[Opening Recorded information section]

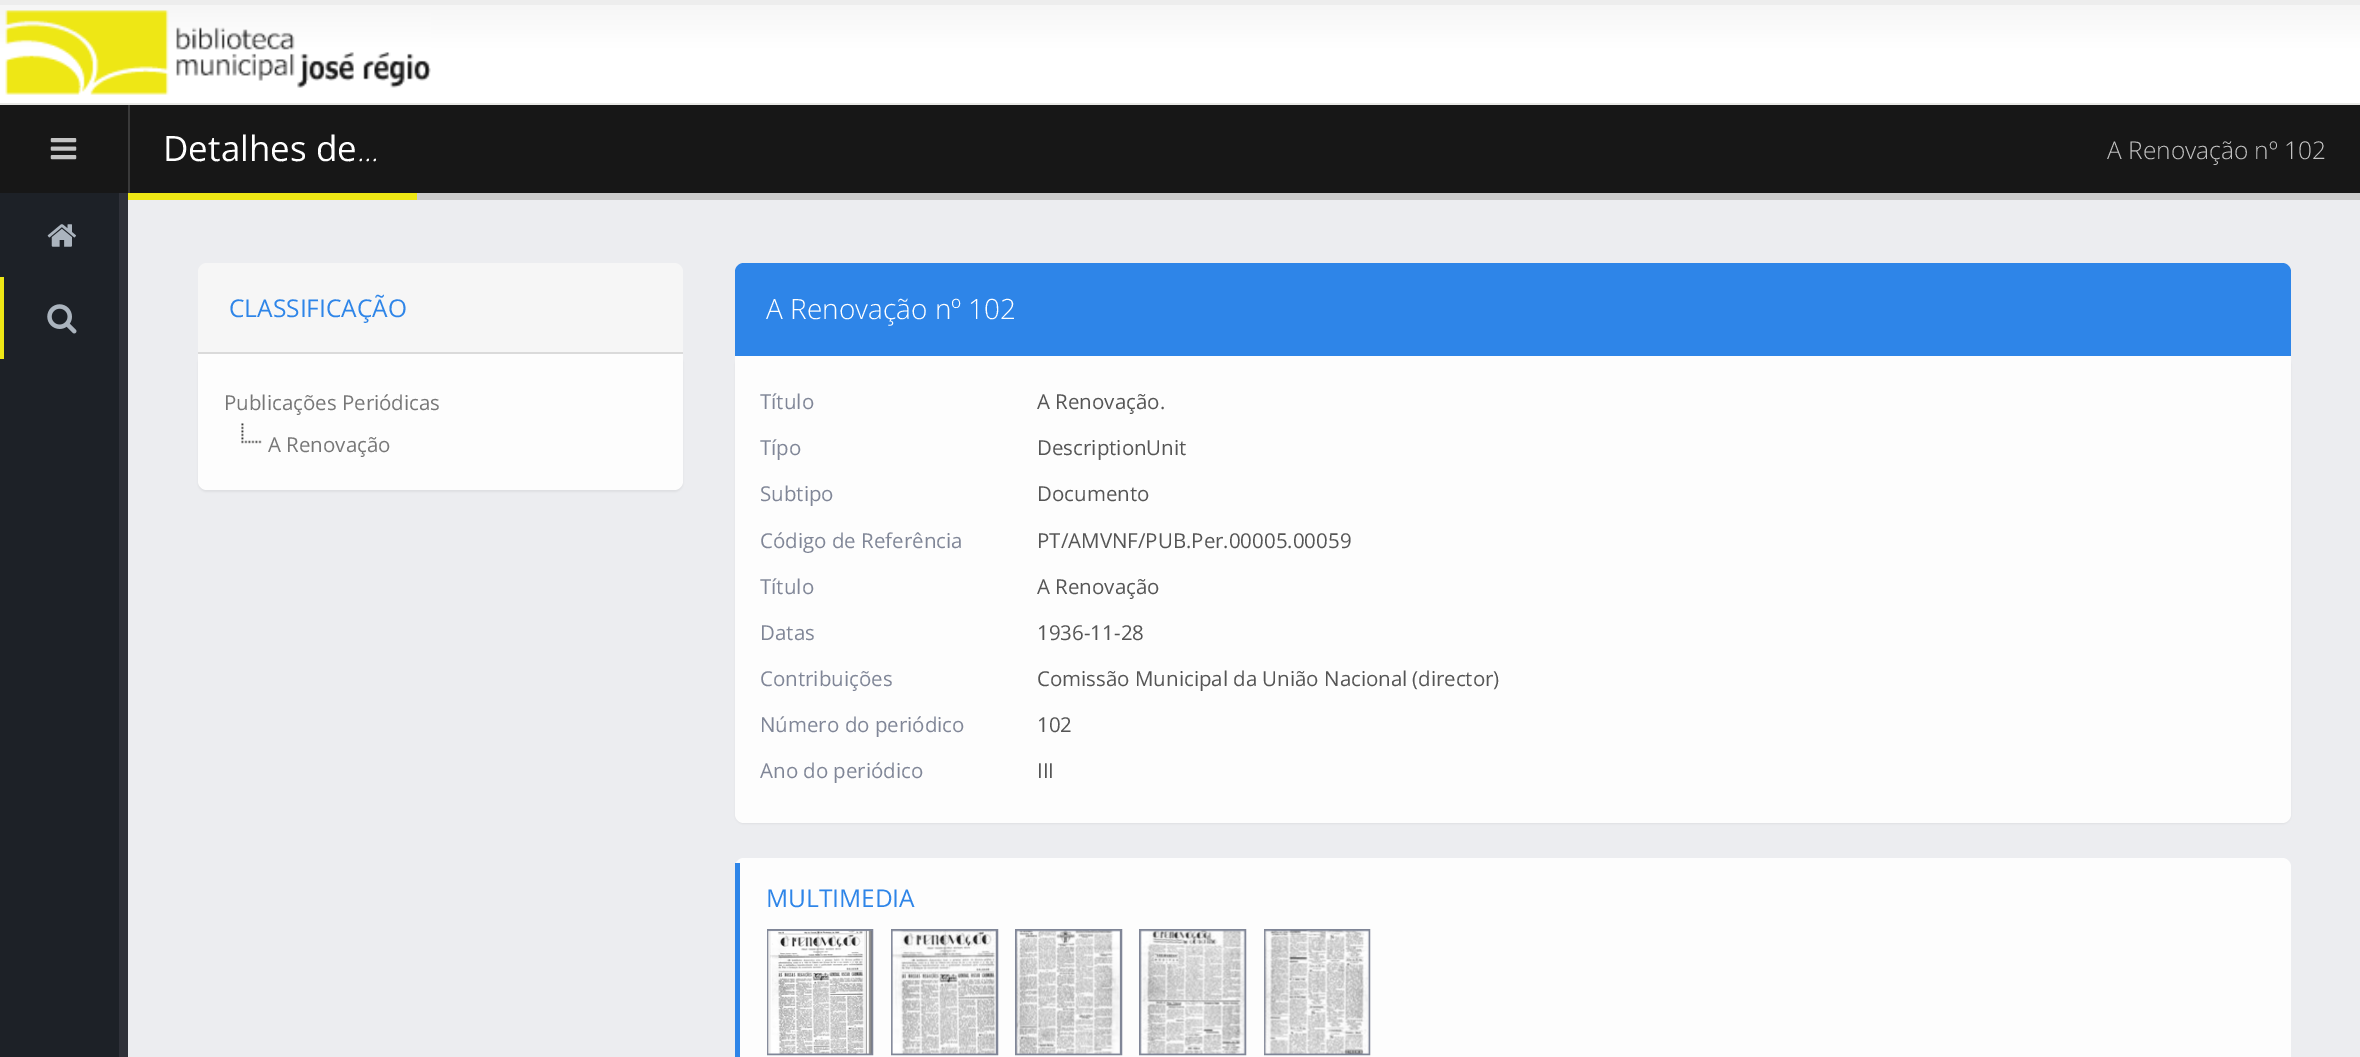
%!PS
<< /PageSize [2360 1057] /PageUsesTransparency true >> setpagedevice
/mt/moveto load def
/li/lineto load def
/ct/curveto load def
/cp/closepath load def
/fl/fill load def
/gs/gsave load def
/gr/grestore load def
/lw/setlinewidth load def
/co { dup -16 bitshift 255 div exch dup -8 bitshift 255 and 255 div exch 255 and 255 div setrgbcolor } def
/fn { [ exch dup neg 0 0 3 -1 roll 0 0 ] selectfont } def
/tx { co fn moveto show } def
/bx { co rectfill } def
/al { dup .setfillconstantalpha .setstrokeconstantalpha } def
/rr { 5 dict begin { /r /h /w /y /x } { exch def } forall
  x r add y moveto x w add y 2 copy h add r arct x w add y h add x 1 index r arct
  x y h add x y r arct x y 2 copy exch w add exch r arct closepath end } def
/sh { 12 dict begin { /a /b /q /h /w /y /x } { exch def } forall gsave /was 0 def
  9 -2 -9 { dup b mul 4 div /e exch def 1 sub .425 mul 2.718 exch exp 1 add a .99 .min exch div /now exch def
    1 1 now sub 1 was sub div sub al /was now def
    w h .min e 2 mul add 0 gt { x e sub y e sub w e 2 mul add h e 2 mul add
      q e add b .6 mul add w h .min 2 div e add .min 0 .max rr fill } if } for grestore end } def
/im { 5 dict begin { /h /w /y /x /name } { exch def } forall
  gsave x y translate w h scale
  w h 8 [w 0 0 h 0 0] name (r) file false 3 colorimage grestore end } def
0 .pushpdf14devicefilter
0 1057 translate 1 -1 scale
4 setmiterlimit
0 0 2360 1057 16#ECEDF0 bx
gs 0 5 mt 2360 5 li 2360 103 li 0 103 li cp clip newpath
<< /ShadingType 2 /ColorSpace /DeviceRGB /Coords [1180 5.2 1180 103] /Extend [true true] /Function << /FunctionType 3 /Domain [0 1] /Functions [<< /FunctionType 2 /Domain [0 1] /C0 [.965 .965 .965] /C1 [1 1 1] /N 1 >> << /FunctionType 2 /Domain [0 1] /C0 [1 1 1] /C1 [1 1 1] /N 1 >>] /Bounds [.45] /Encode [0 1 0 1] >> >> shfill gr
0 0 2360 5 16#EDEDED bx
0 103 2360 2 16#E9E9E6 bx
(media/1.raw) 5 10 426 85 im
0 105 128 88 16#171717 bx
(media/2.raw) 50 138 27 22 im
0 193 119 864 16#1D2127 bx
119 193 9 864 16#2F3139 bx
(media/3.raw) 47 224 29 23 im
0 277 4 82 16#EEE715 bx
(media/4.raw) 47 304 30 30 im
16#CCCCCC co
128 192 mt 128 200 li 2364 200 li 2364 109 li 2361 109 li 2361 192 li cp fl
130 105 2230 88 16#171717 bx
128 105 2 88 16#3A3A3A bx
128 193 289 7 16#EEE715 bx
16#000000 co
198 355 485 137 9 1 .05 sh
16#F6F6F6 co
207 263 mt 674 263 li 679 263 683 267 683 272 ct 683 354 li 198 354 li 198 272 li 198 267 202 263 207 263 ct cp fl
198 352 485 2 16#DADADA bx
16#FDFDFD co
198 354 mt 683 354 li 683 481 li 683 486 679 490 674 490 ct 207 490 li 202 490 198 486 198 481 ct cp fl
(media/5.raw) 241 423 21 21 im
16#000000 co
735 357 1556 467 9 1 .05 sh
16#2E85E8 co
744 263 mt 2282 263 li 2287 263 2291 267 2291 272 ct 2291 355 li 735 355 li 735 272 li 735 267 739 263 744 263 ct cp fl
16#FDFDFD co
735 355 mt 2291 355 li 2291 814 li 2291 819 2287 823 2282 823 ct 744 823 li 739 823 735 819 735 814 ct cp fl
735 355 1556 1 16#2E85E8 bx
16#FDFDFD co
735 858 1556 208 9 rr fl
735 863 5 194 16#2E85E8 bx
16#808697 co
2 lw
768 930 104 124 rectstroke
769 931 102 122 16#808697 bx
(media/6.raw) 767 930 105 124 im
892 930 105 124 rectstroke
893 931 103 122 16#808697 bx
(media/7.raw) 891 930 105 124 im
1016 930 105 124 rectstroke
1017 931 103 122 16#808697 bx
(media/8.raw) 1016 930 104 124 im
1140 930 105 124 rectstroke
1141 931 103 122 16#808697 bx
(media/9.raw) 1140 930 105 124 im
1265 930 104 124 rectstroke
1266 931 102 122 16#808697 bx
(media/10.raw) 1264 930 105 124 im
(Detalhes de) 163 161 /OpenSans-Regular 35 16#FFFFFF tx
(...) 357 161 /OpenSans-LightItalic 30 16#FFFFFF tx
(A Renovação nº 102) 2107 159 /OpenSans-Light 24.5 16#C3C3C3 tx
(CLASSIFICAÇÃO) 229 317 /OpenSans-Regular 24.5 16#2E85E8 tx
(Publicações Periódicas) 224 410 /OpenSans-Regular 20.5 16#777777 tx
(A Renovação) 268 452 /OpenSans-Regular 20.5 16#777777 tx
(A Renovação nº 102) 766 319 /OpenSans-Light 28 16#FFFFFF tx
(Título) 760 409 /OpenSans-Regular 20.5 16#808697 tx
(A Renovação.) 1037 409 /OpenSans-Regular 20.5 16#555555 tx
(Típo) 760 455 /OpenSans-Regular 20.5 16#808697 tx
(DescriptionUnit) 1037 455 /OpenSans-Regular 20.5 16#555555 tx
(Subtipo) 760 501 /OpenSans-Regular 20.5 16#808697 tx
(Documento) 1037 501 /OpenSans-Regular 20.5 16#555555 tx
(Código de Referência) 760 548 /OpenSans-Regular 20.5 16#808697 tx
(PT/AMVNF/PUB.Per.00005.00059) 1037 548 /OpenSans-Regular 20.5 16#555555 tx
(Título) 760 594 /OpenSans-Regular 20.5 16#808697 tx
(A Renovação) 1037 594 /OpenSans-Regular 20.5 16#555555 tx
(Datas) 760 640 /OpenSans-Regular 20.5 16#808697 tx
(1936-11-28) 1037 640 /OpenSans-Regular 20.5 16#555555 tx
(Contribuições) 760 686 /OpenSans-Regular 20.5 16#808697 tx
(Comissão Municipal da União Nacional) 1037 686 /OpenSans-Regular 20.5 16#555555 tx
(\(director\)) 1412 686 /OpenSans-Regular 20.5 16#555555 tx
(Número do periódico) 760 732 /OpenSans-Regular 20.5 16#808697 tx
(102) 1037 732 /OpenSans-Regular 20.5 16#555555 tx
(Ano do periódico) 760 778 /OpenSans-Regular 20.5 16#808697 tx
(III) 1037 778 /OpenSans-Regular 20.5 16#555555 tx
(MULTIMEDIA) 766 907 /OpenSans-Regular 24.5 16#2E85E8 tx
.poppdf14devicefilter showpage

[Closing Recorded information section]

Copy, exactly and only, the lines above that begin with the one containing "w h .min e 2" and finish with the one containing "0 1057 translate 1 -1 scale".

Exercise answer:
    w h .min e 2 mul add 0 gt { x e sub y e sub w e 2 mul add h e 2 mul add
      q e add b .6 mul add w h .min 2 div e add .min 0 .max rr fill } if } for grestore end } def
/im { 5 dict begin { /h /w /y /x /name } { exch def } forall
  gsave x y translate w h scale
  w h 8 [w 0 0 h 0 0] name (r) file false 3 colorimage grestore end } def
0 .pushpdf14devicefilter
0 1057 translate 1 -1 scale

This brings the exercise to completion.